***** DATASET RECORDS *****

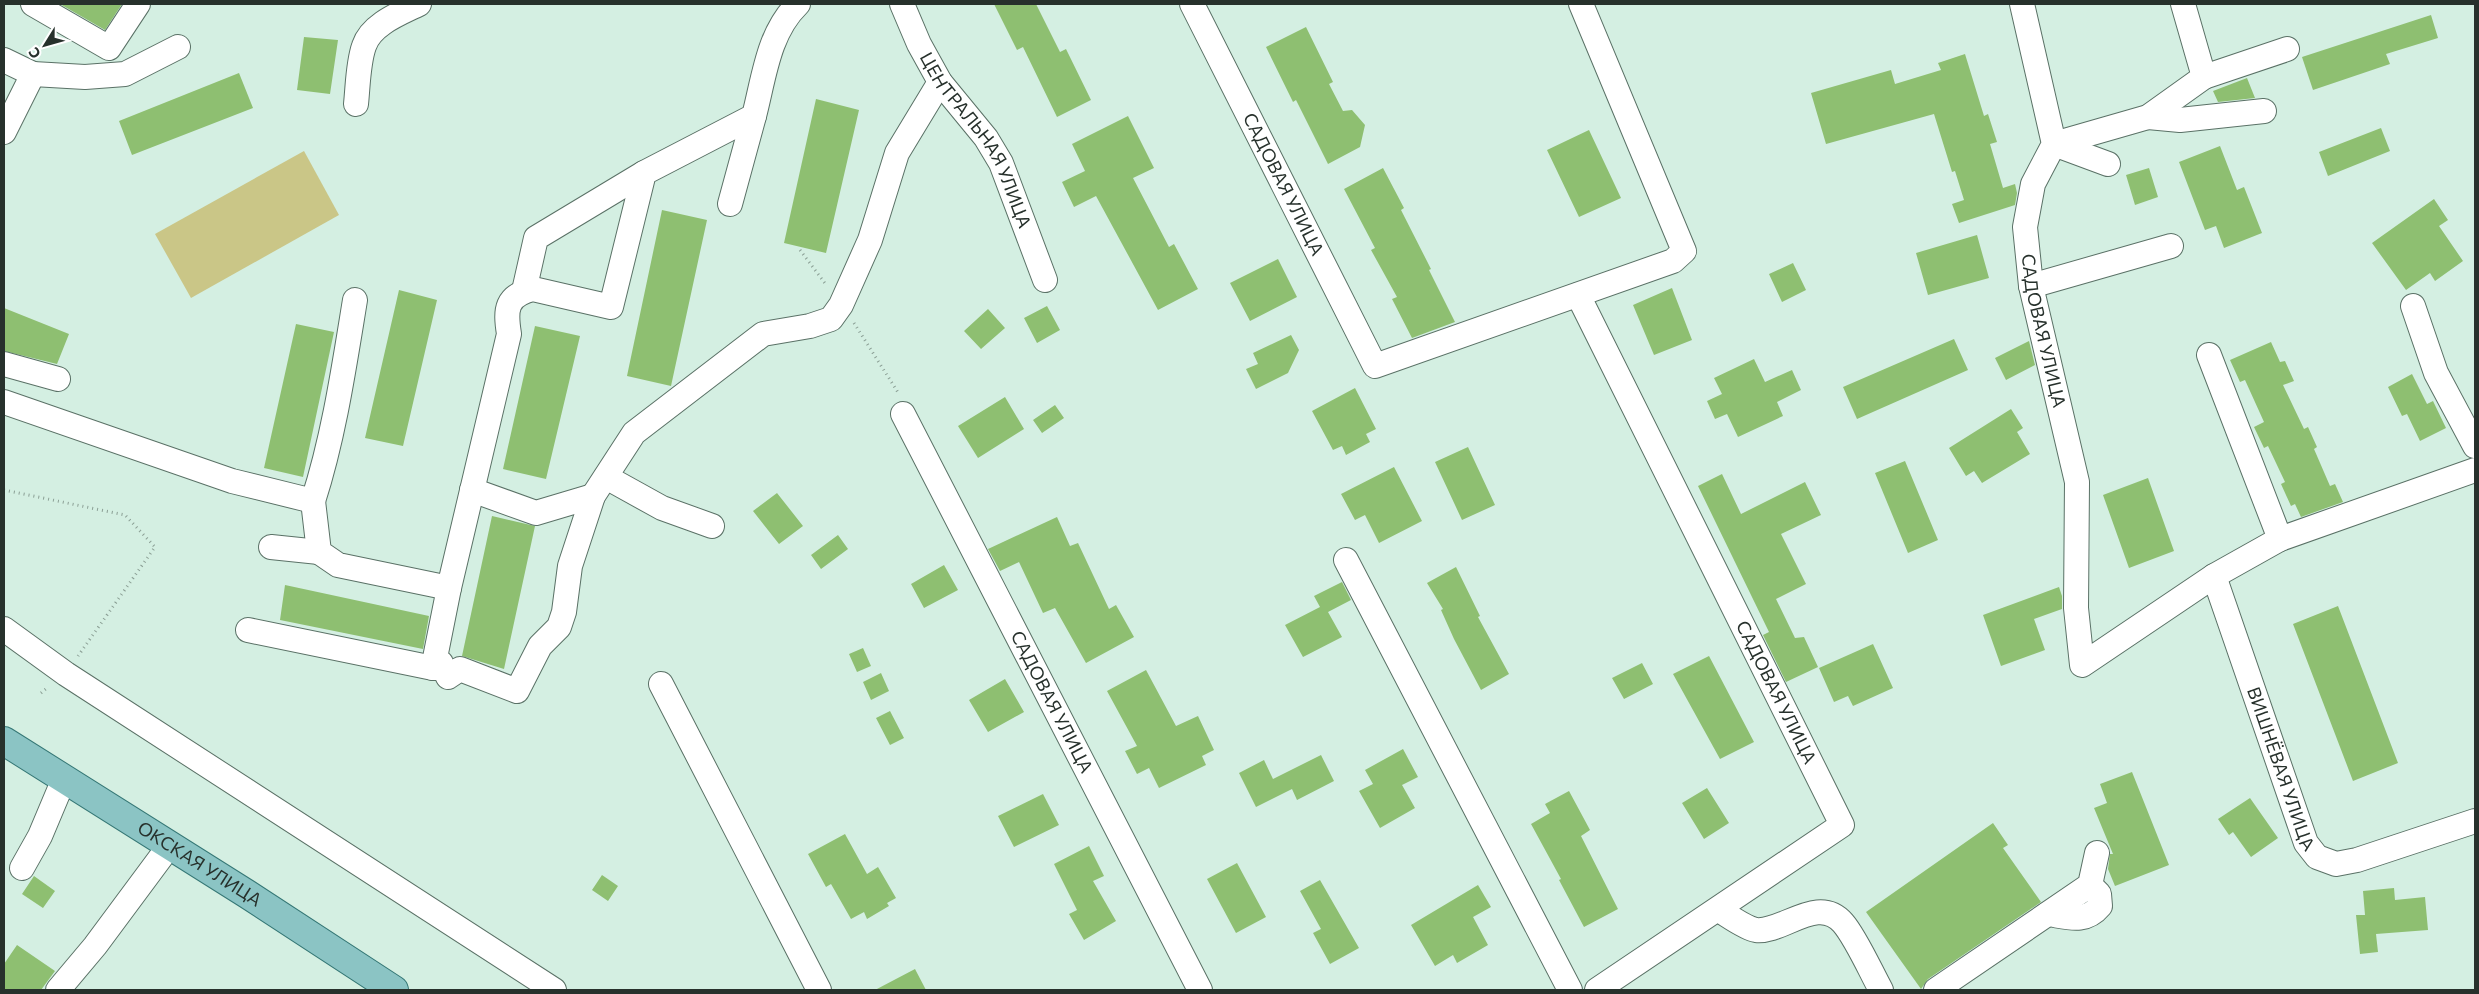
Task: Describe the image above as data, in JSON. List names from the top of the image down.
{
  "streets": {
    "main road": ["ОКСКАЯ УЛИЦА"],
    "street": ["ЦЕНТРАЛЬНАЯ УЛИЦА", "САДОВАЯ УЛИЦА", "ВИШНЁВАЯ УЛИЦА"]
  },
  "crossings": [
    ["САДОВАЯ УЛИЦА", "ВИШНЁВАЯ УЛИЦА"]
  ],
  "north": "bottom left"
}
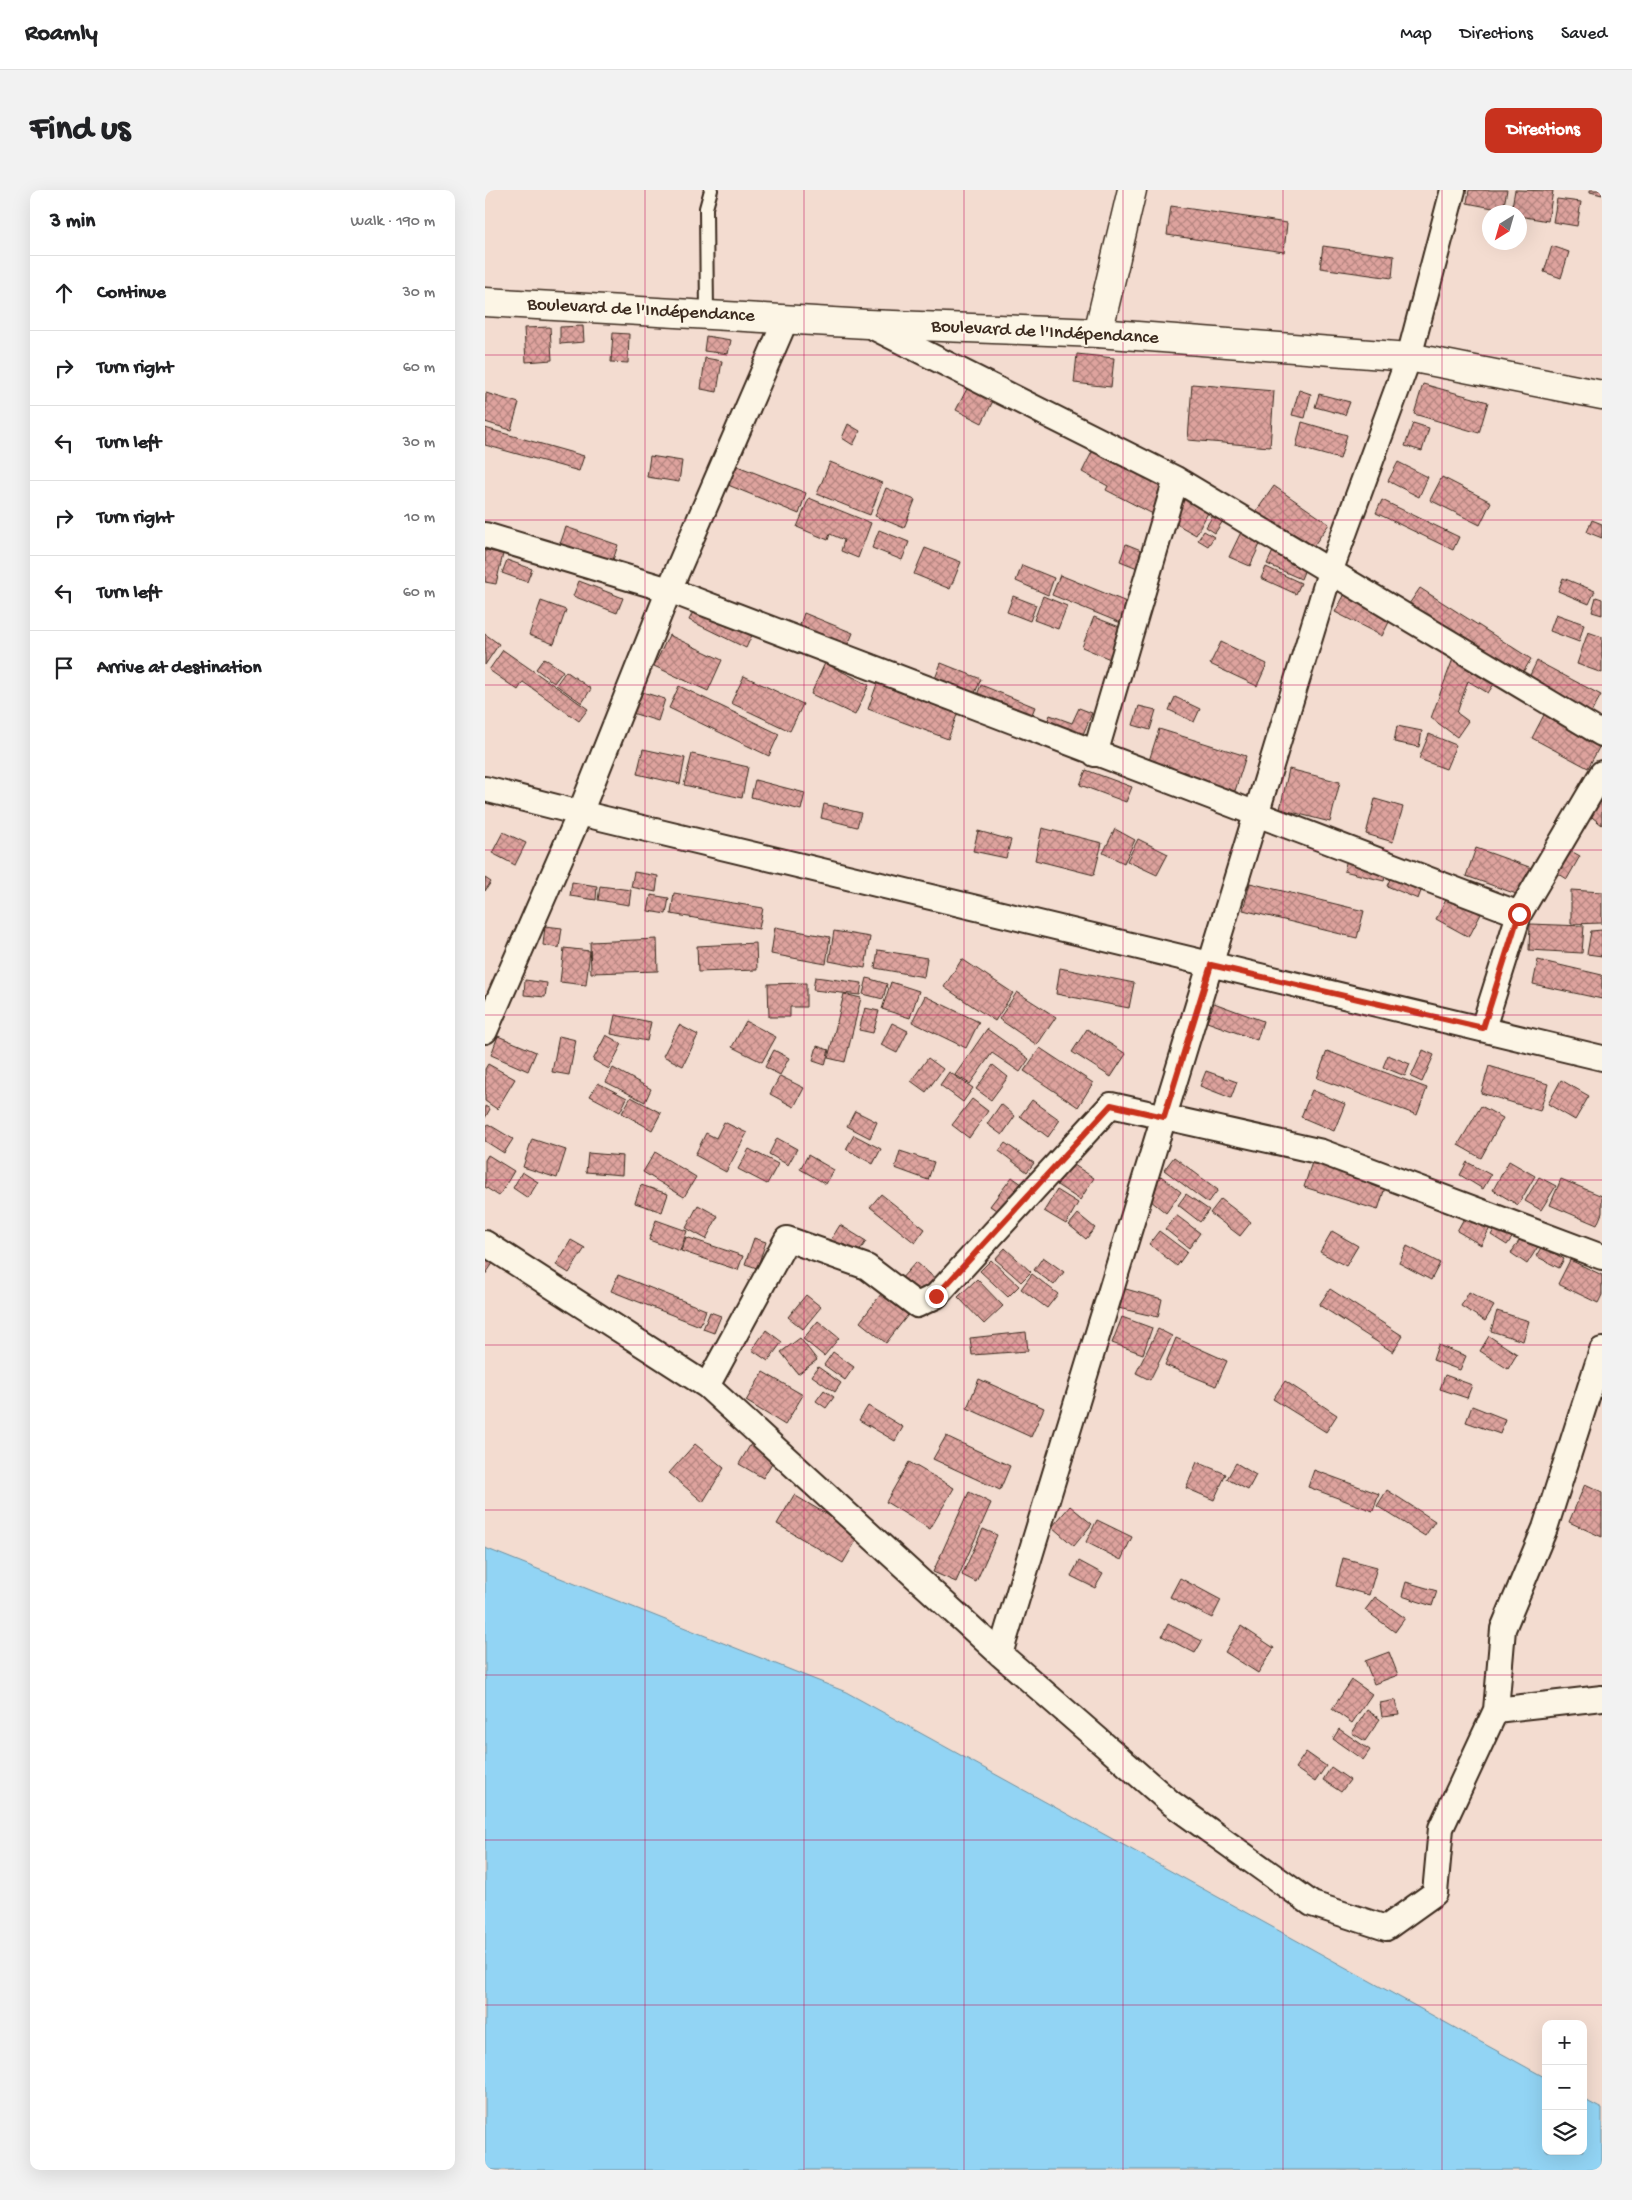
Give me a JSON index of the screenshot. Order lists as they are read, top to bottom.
{
  "streets": {
    "main road": ["Boulevard de l'Indépendance"]
  },
  "north": "bottom left",
  "page": {
    "header": "Roamly",
    "nav": ["Map", "Directions", "Saved"],
    "buttons": "Directions",
    "title": "Find us",
    "heading": ["3 min", "Walk · 190 m"],
    "list": [
      ["Continue", "30 m"],
      ["Turn right", "60 m"],
      ["Turn left", "30 m"],
      ["Turn right", "10 m"],
      ["Turn left", "60 m"],
      "Arrive at destination"
    ],
    "map_buttons": ["+", "−"]
  }
}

*****

WHAT TO PRODUCE: Output a verbatim copy of the entries and skip the pictures.

YOUR SOLUTION:
Task: Describe the image above as data, in JSON. List names from the top of the image down.
{
  "streets": {
    "main road": ["ОКСКАЯ УЛИЦА"],
    "street": ["ЦЕНТРАЛЬНАЯ УЛИЦА", "САДОВАЯ УЛИЦА", "ВИШНЁВАЯ УЛИЦА"]
  },
  "crossings": [
    ["САДОВАЯ УЛИЦА", "ВИШНЁВАЯ УЛИЦА"]
  ],
  "north": "bottom left"
}
Give me a JSON index of the screenshot. Order lists as they are read, top to bottom.
{
  "streets": {
    "main road": ["Boulevard de l'Indépendance"]
  },
  "north": "bottom left",
  "page": {
    "header": "Roamly",
    "nav": ["Map", "Directions", "Saved"],
    "buttons": "Directions",
    "title": "Find us",
    "heading": ["3 min", "Walk · 190 m"],
    "list": [
      ["Continue", "30 m"],
      ["Turn right", "60 m"],
      ["Turn left", "30 m"],
      ["Turn right", "10 m"],
      ["Turn left", "60 m"],
      "Arrive at destination"
    ],
    "map_buttons": ["+", "−"]
  }
}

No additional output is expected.